Book Review: The Maid’s Version, Daniel WoodrellPosted: September 9, 2013
“A wolf will always look to the woods, no matter what you feed it.” (page 127)
At last, we have a new novel by Daniel Woodrell. His last published work and that’s not counting anything reprinted, was Winter’s Bone in 2006. I’ve read three full novels from him and consider myself a fan. The Maid’s Version (2013) is a historical novel about a small town tragedy that took place during the late 1920’s. The Maid’s Version is a personal book for the author because it’s based on a real event: the dance hall explosion that took place in his hometown in 1929. His grandmother (loosely depicted in the novel) recounts the events, rumors, speculations and what have you, to her grandson, set in the little town of West Table, Missouri.

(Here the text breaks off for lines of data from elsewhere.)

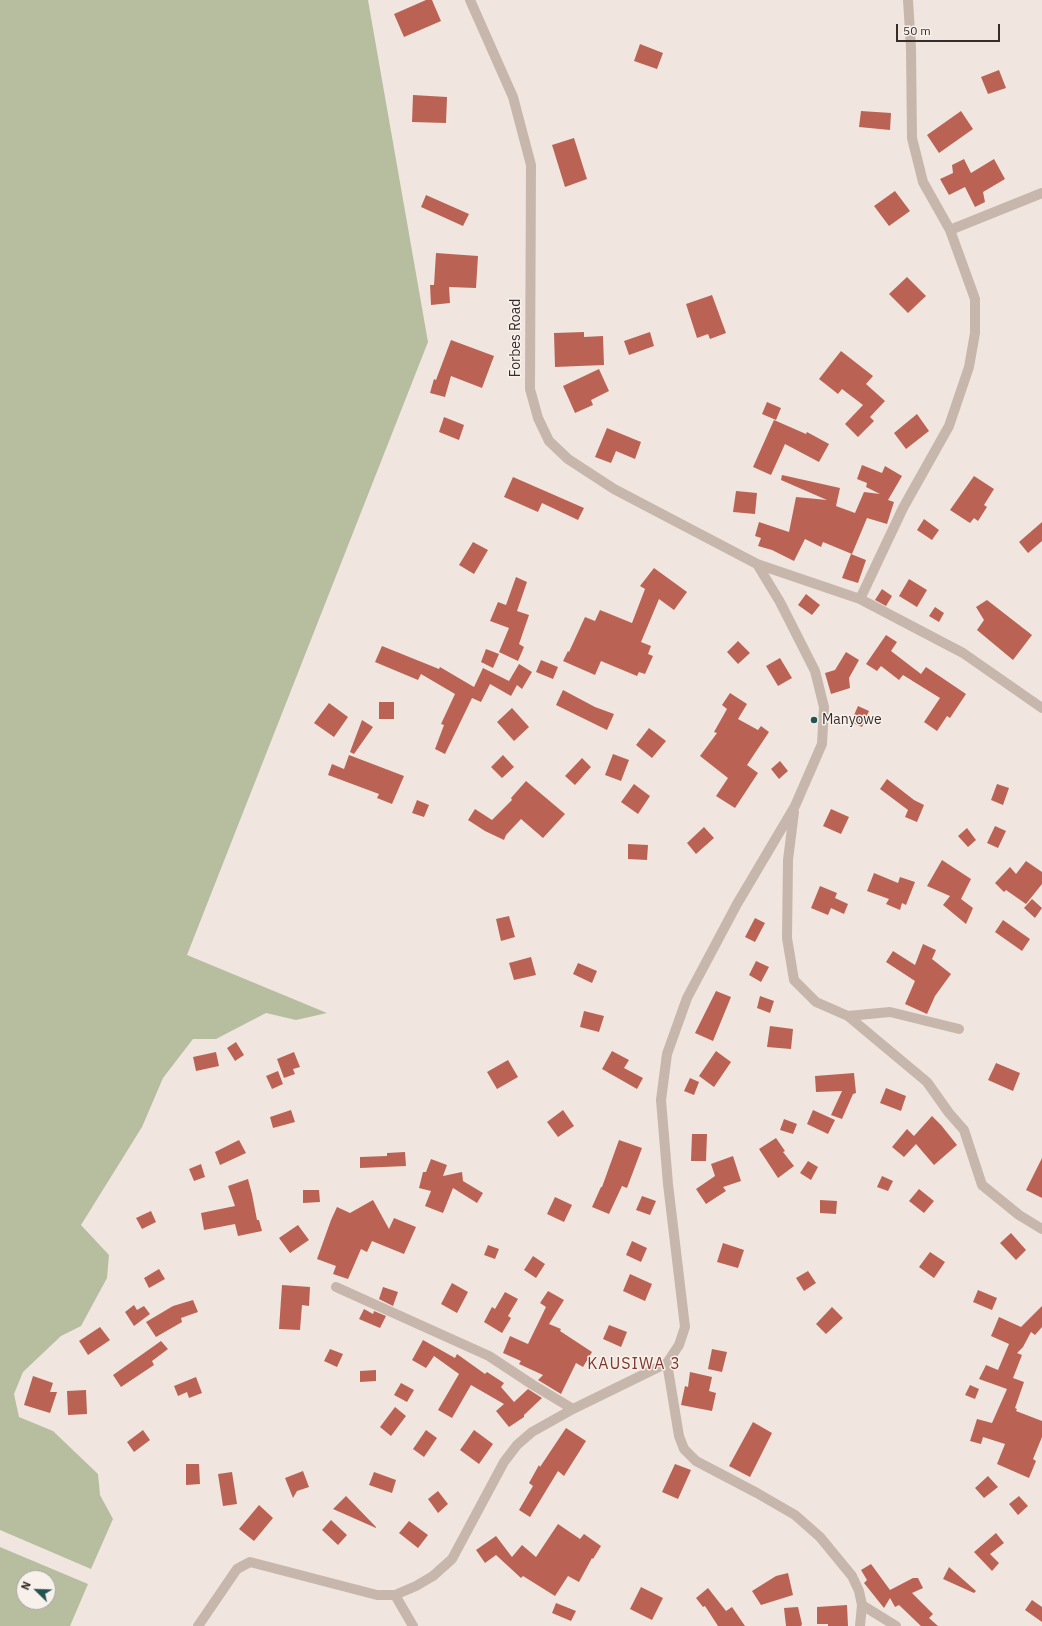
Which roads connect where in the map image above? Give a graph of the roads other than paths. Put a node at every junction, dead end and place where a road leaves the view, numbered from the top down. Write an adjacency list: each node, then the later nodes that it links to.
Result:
1 (470, 0): 5 (street, Forbes Road)
2 (908, 0): 4 (street)
3 (1042, 193): 4 (street)
4 (950, 230): 6 (street)
5 (757, 564): 6 (street, Forbes Road); 8 (street)
6 (860, 599): 7 (street, Forbes Road)
7 (1042, 708)
8 (795, 806): 9 (street); 13 (street)
9 (848, 1016): 10 (street); 11 (street)
10 (959, 1029)
11 (1042, 1228)
12 (336, 1287): 14 (street)
13 (667, 1363): 14 (street); 16 (street)
14 (573, 1409): 15 (street)
15 (395, 1595): 17 (street); 18 (street)
16 (862, 1604): 19 (street); 20 (street)
17 (198, 1626)
18 (413, 1626)
19 (860, 1626)
20 (896, 1626)

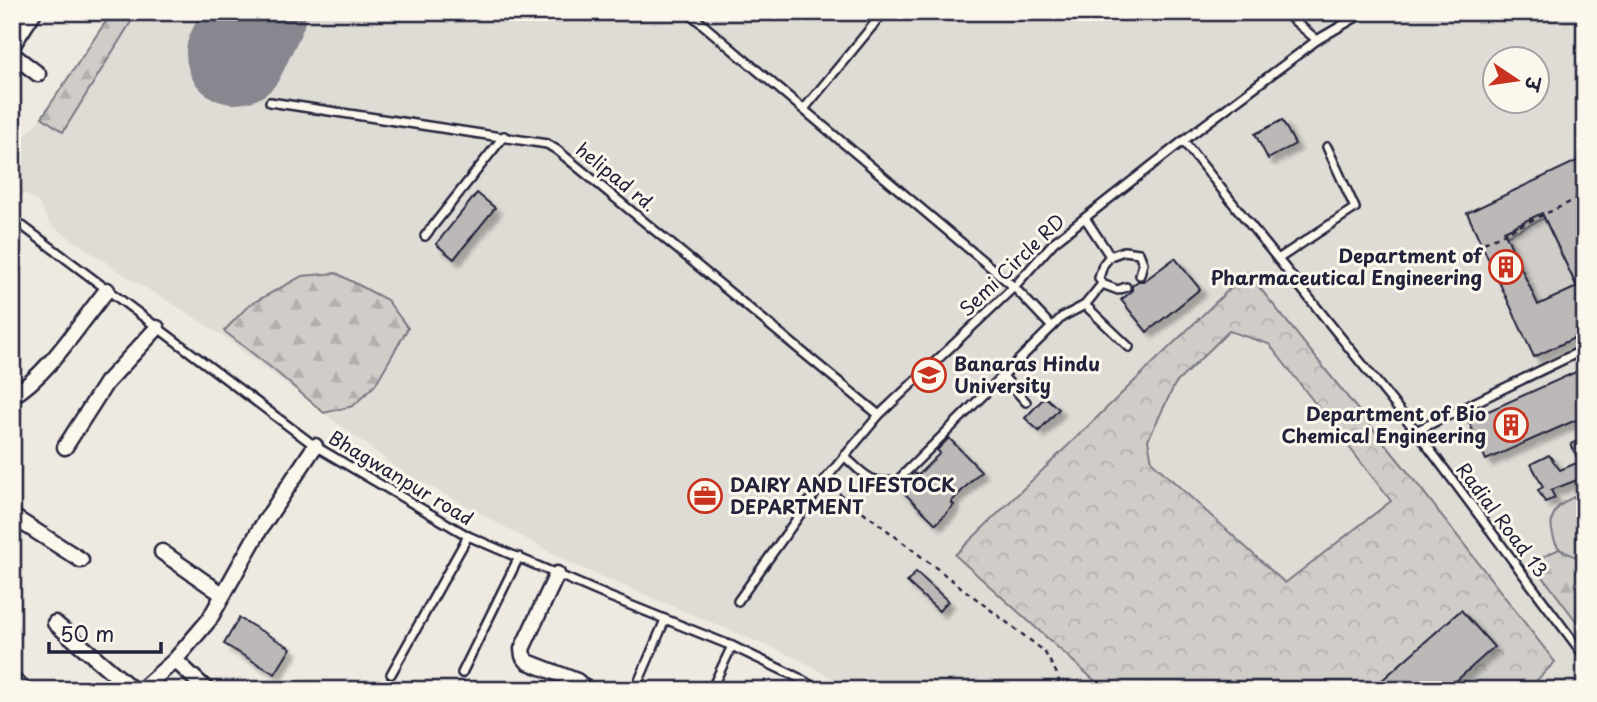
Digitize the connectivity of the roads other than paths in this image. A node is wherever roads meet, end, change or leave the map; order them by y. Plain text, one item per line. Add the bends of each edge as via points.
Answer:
1 (34, 12) edge
2 (688, 12) edge
3 (884, 12) edge
4 (1284, 12) edge
5 (1365, 12) edge
6 (1317, 40) junction
7 (12, 46) edge
8 (12, 54) edge
9 (38, 74) dead end
10 (270, 102) dead end
11 (804, 109) junction
12 (504, 136) junction
13 (1183, 141) junction
14 (1327, 147) dead end
15 (12, 218) edge
16 (1085, 218) junction
17 (425, 236) dead end
18 (1110, 256) junction
19 (1278, 260) junction
20 (1140, 275) dead end
21 (1102, 284) junction
22 (1014, 287) junction
23 (1126, 287) dead end
24 (107, 290) junction
25 (1085, 305) junction
26 (1052, 327) junction
27 (157, 328) junction
28 (1129, 347) dead end
29 (1585, 349) edge
30 (1002, 375) junction
31 (12, 396) edge
32 (1026, 402) dead end
33 (879, 415) junction
34 (1416, 431) junction
35 (315, 446) junction
36 (65, 447) dead end
37 (844, 456) junction
38 (12, 516) edge
39 (468, 536) junction
40 (162, 552) dead end
41 (519, 557) junction
42 (81, 560) dead end
43 (557, 574) junction
44 (222, 594) junction
45 (737, 601) dead end
46 (665, 620) junction
47 (55, 623) dead end
48 (732, 646) junction
49 (1585, 657) edge
50 (175, 660) junction
51 (462, 673) dead end
52 (391, 674) dead end
53 (12, 680) edge
54 (1585, 686) edge
55 (26, 690) edge
56 (133, 690) edge
57 (141, 690) edge
58 (207, 690) edge
59 (586, 690) edge
60 (635, 690) edge
61 (711, 690) edge
62 (818, 690) edge
63 (1581, 690) edge

1 - 7 street
2 - 11 lane
3 - 11 lane
4 - 6 lane
5 - 6 lane, Semi Circle RD
6 - 13 lane, Semi Circle RD
8 - 9 street
10 - 12 lane, helipad rd.
11 - 22 lane
12 - 17 lane
12 - 33 lane, helipad rd. via 557,150
13 - 16 lane, Semi Circle RD
13 - 19 lane, Radial Road 13
14 - 19 lane via 1355,208
15 - 24 lane, Bhagwanpur road
16 - 18 lane
16 - 22 lane, Semi Circle RD via 1054,242
18 - 20 lane via 1132,250 1139,253 1143,263
18 - 21 lane via 1099,278
19 - 34 lane, Radial Road 13
21 - 23 lane via 1118,290
21 - 25 lane
22 - 26 lane
22 - 33 lane, Semi Circle RD
24 - 27 lane, Bhagwanpur road
24 - 31 street via 43,370
25 - 26 lane
25 - 28 lane
26 - 30 lane
27 - 35 lane, Bhagwanpur road
27 - 36 street via 106,383
29 - 34 lane
30 - 32 lane
30 - 37 lane via 898,480 871,480
33 - 37 lane, Semi Circle RD
34 - 49 lane, Radial Road 13
35 - 39 lane, Bhagwanpur road
35 - 44 street
37 - 45 lane, Semi Circle RD
38 - 42 street
39 - 41 lane, Bhagwanpur road
39 - 52 lane
40 - 44 street
41 - 43 lane, Bhagwanpur road
41 - 51 lane
43 - 46 lane, Bhagwanpur road
43 - 59 street via 522,649 523,656 577,681
44 - 50 street via 209,620
46 - 48 lane, Bhagwanpur road
46 - 60 lane
47 - 56 street
48 - 61 lane
48 - 62 lane, Bhagwanpur road
50 - 57 street
50 - 58 street
53 - 55 street
54 - 63 lane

Woodrell is good at telling stories. He’s especially good at conveying the misery and frustration of people living in poverty. This book had some sad moments. The novel is short at 142 pages. It is made up of short stories. The writing is evocative, giving us glimpses of townspeople and their life before the explosion adversely affected it. The novel spans many generations marked by certain events burned in people’s memories like The Great Depression, Pearl Harbor and for the people in the Ozarks, the Arbor Dance Hall explosion that killed half the town. Thirty years later people still no closer to the truth. Was it an accident? no one knows for sure.
I love stories set in small towns. I guess because every town has its deeply buried secrets and their own code of silence. In this one, there’s an underlying tone of class division and social injustice among other things. The characters are vivid thanks to the first person narrator. There are abbreviated moments of calm and violence. I’ve read that Daniel Woodrell is a modern-day William Faulkner. I’ve never read Faulkner (plan to rectify this!) but for those who have, that should give you some idea (maybe) of the kind of fiction Daniel Woodrell writes: dense, beautiful prose that moves at a leisurely pace and that could be read over again to catch meanings or themes that were missed the first time around. My letter grade is an A. This was an excellent novel about class, tragedy and generational poverty among other themes.